## Exercise prompt
Give the data back exactly as it stands.

Collected data
§ §
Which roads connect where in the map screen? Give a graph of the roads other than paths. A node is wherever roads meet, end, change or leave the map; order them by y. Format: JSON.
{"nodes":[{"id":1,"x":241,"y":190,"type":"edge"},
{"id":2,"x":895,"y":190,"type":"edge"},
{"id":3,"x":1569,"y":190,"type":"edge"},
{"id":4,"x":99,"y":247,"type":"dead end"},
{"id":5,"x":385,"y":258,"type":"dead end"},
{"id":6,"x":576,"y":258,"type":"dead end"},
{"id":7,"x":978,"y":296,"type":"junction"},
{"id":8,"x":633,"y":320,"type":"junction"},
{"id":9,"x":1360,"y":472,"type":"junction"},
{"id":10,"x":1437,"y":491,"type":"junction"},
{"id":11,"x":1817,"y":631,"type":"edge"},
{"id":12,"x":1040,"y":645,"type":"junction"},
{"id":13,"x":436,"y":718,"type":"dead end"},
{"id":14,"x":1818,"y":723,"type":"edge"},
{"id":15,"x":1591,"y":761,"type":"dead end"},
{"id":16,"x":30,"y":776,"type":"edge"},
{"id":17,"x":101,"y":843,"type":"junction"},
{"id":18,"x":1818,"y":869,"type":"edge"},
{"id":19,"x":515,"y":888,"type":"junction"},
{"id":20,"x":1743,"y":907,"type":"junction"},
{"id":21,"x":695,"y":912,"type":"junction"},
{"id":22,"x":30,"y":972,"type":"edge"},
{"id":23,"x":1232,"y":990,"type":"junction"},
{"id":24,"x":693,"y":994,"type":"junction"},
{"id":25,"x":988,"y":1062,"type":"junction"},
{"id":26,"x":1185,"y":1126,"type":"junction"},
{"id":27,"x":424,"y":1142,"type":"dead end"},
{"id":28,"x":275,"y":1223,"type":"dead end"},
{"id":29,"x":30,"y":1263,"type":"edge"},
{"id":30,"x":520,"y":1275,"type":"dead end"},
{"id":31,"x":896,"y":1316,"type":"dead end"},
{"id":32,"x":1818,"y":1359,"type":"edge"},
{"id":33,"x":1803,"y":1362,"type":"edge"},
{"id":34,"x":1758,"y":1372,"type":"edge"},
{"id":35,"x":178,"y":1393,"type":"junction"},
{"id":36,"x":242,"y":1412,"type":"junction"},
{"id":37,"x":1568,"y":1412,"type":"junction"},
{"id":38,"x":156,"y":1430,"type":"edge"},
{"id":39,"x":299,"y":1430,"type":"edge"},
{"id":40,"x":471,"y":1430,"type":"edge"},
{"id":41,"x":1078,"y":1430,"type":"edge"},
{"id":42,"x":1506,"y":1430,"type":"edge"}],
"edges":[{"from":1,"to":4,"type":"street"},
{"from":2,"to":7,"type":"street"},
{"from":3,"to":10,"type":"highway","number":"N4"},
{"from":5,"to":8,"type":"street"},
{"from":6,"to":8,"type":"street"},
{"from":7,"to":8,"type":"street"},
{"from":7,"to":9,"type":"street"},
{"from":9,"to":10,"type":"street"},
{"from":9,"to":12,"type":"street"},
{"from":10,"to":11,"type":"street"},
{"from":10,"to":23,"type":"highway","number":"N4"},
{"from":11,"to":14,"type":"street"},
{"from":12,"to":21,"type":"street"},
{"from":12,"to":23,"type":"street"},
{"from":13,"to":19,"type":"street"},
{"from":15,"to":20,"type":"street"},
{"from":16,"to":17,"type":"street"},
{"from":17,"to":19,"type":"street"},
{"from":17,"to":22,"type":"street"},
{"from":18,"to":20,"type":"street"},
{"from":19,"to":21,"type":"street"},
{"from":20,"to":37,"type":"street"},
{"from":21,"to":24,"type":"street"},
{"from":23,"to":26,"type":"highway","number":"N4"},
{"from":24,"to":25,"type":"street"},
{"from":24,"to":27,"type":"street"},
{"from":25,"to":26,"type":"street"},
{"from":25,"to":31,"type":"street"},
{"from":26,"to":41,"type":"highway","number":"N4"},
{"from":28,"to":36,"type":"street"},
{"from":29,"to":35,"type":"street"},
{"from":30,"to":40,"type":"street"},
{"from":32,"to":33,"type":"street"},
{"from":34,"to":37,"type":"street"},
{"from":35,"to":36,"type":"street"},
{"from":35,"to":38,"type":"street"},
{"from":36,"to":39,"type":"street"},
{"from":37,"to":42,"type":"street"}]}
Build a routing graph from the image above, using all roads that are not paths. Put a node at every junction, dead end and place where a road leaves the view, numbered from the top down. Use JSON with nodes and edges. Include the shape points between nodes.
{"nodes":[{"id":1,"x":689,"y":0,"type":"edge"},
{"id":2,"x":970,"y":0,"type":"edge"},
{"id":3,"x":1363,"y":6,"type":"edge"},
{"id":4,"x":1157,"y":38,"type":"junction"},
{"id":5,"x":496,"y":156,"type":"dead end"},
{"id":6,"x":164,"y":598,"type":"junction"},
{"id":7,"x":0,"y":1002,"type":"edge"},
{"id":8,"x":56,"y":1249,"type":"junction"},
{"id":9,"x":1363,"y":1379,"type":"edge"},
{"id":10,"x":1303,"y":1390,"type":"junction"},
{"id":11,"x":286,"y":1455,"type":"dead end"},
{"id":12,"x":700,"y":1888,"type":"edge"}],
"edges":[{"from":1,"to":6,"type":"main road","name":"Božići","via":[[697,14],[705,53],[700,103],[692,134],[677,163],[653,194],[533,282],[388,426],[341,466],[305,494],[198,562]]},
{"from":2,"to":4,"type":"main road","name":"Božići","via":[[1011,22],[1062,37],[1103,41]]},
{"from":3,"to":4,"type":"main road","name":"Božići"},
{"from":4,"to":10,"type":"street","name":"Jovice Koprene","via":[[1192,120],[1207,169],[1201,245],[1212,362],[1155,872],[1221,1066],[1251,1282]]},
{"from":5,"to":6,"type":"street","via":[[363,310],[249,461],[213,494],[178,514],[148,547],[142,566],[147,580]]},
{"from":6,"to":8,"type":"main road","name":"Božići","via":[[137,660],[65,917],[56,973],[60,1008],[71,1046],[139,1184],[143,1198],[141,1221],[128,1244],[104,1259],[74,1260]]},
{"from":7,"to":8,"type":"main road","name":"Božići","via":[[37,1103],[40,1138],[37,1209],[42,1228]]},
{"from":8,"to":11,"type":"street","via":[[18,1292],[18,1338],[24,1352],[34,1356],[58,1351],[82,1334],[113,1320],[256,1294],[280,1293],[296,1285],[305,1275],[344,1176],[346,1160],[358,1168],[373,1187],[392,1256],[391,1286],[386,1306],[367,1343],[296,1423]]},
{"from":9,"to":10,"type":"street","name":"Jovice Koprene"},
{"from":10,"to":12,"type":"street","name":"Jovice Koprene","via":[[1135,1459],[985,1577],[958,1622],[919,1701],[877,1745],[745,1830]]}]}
§ §
## Task result
Which roads connect where in the map screen? Give a graph of the roads other than paths. A node is wherever roads meet, end, change or leave the map; order them by y. Format: JSON.
{"nodes":[{"id":1,"x":241,"y":190,"type":"edge"},
{"id":2,"x":895,"y":190,"type":"edge"},
{"id":3,"x":1569,"y":190,"type":"edge"},
{"id":4,"x":99,"y":247,"type":"dead end"},
{"id":5,"x":385,"y":258,"type":"dead end"},
{"id":6,"x":576,"y":258,"type":"dead end"},
{"id":7,"x":978,"y":296,"type":"junction"},
{"id":8,"x":633,"y":320,"type":"junction"},
{"id":9,"x":1360,"y":472,"type":"junction"},
{"id":10,"x":1437,"y":491,"type":"junction"},
{"id":11,"x":1817,"y":631,"type":"edge"},
{"id":12,"x":1040,"y":645,"type":"junction"},
{"id":13,"x":436,"y":718,"type":"dead end"},
{"id":14,"x":1818,"y":723,"type":"edge"},
{"id":15,"x":1591,"y":761,"type":"dead end"},
{"id":16,"x":30,"y":776,"type":"edge"},
{"id":17,"x":101,"y":843,"type":"junction"},
{"id":18,"x":1818,"y":869,"type":"edge"},
{"id":19,"x":515,"y":888,"type":"junction"},
{"id":20,"x":1743,"y":907,"type":"junction"},
{"id":21,"x":695,"y":912,"type":"junction"},
{"id":22,"x":30,"y":972,"type":"edge"},
{"id":23,"x":1232,"y":990,"type":"junction"},
{"id":24,"x":693,"y":994,"type":"junction"},
{"id":25,"x":988,"y":1062,"type":"junction"},
{"id":26,"x":1185,"y":1126,"type":"junction"},
{"id":27,"x":424,"y":1142,"type":"dead end"},
{"id":28,"x":275,"y":1223,"type":"dead end"},
{"id":29,"x":30,"y":1263,"type":"edge"},
{"id":30,"x":520,"y":1275,"type":"dead end"},
{"id":31,"x":896,"y":1316,"type":"dead end"},
{"id":32,"x":1818,"y":1359,"type":"edge"},
{"id":33,"x":1803,"y":1362,"type":"edge"},
{"id":34,"x":1758,"y":1372,"type":"edge"},
{"id":35,"x":178,"y":1393,"type":"junction"},
{"id":36,"x":242,"y":1412,"type":"junction"},
{"id":37,"x":1568,"y":1412,"type":"junction"},
{"id":38,"x":156,"y":1430,"type":"edge"},
{"id":39,"x":299,"y":1430,"type":"edge"},
{"id":40,"x":471,"y":1430,"type":"edge"},
{"id":41,"x":1078,"y":1430,"type":"edge"},
{"id":42,"x":1506,"y":1430,"type":"edge"}],
"edges":[{"from":1,"to":4,"type":"street"},
{"from":2,"to":7,"type":"street"},
{"from":3,"to":10,"type":"highway","number":"N4"},
{"from":5,"to":8,"type":"street"},
{"from":6,"to":8,"type":"street"},
{"from":7,"to":8,"type":"street"},
{"from":7,"to":9,"type":"street"},
{"from":9,"to":10,"type":"street"},
{"from":9,"to":12,"type":"street"},
{"from":10,"to":11,"type":"street"},
{"from":10,"to":23,"type":"highway","number":"N4"},
{"from":11,"to":14,"type":"street"},
{"from":12,"to":21,"type":"street"},
{"from":12,"to":23,"type":"street"},
{"from":13,"to":19,"type":"street"},
{"from":15,"to":20,"type":"street"},
{"from":16,"to":17,"type":"street"},
{"from":17,"to":19,"type":"street"},
{"from":17,"to":22,"type":"street"},
{"from":18,"to":20,"type":"street"},
{"from":19,"to":21,"type":"street"},
{"from":20,"to":37,"type":"street"},
{"from":21,"to":24,"type":"street"},
{"from":23,"to":26,"type":"highway","number":"N4"},
{"from":24,"to":25,"type":"street"},
{"from":24,"to":27,"type":"street"},
{"from":25,"to":26,"type":"street"},
{"from":25,"to":31,"type":"street"},
{"from":26,"to":41,"type":"highway","number":"N4"},
{"from":28,"to":36,"type":"street"},
{"from":29,"to":35,"type":"street"},
{"from":30,"to":40,"type":"street"},
{"from":32,"to":33,"type":"street"},
{"from":34,"to":37,"type":"street"},
{"from":35,"to":36,"type":"street"},
{"from":35,"to":38,"type":"street"},
{"from":36,"to":39,"type":"street"},
{"from":37,"to":42,"type":"street"}]}
Build a routing graph from the image above, using all roads that are not paths. Put a node at every junction, dead end and place where a road leaves the view, numbered from the top down. Use JSON with nodes and edges. Include the shape points between nodes.
{"nodes":[{"id":1,"x":689,"y":0,"type":"edge"},
{"id":2,"x":970,"y":0,"type":"edge"},
{"id":3,"x":1363,"y":6,"type":"edge"},
{"id":4,"x":1157,"y":38,"type":"junction"},
{"id":5,"x":496,"y":156,"type":"dead end"},
{"id":6,"x":164,"y":598,"type":"junction"},
{"id":7,"x":0,"y":1002,"type":"edge"},
{"id":8,"x":56,"y":1249,"type":"junction"},
{"id":9,"x":1363,"y":1379,"type":"edge"},
{"id":10,"x":1303,"y":1390,"type":"junction"},
{"id":11,"x":286,"y":1455,"type":"dead end"},
{"id":12,"x":700,"y":1888,"type":"edge"}],
"edges":[{"from":1,"to":6,"type":"main road","name":"Božići","via":[[697,14],[705,53],[700,103],[692,134],[677,163],[653,194],[533,282],[388,426],[341,466],[305,494],[198,562]]},
{"from":2,"to":4,"type":"main road","name":"Božići","via":[[1011,22],[1062,37],[1103,41]]},
{"from":3,"to":4,"type":"main road","name":"Božići"},
{"from":4,"to":10,"type":"street","name":"Jovice Koprene","via":[[1192,120],[1207,169],[1201,245],[1212,362],[1155,872],[1221,1066],[1251,1282]]},
{"from":5,"to":6,"type":"street","via":[[363,310],[249,461],[213,494],[178,514],[148,547],[142,566],[147,580]]},
{"from":6,"to":8,"type":"main road","name":"Božići","via":[[137,660],[65,917],[56,973],[60,1008],[71,1046],[139,1184],[143,1198],[141,1221],[128,1244],[104,1259],[74,1260]]},
{"from":7,"to":8,"type":"main road","name":"Božići","via":[[37,1103],[40,1138],[37,1209],[42,1228]]},
{"from":8,"to":11,"type":"street","via":[[18,1292],[18,1338],[24,1352],[34,1356],[58,1351],[82,1334],[113,1320],[256,1294],[280,1293],[296,1285],[305,1275],[344,1176],[346,1160],[358,1168],[373,1187],[392,1256],[391,1286],[386,1306],[367,1343],[296,1423]]},
{"from":9,"to":10,"type":"street","name":"Jovice Koprene"},
{"from":10,"to":12,"type":"street","name":"Jovice Koprene","via":[[1135,1459],[985,1577],[958,1622],[919,1701],[877,1745],[745,1830]]}]}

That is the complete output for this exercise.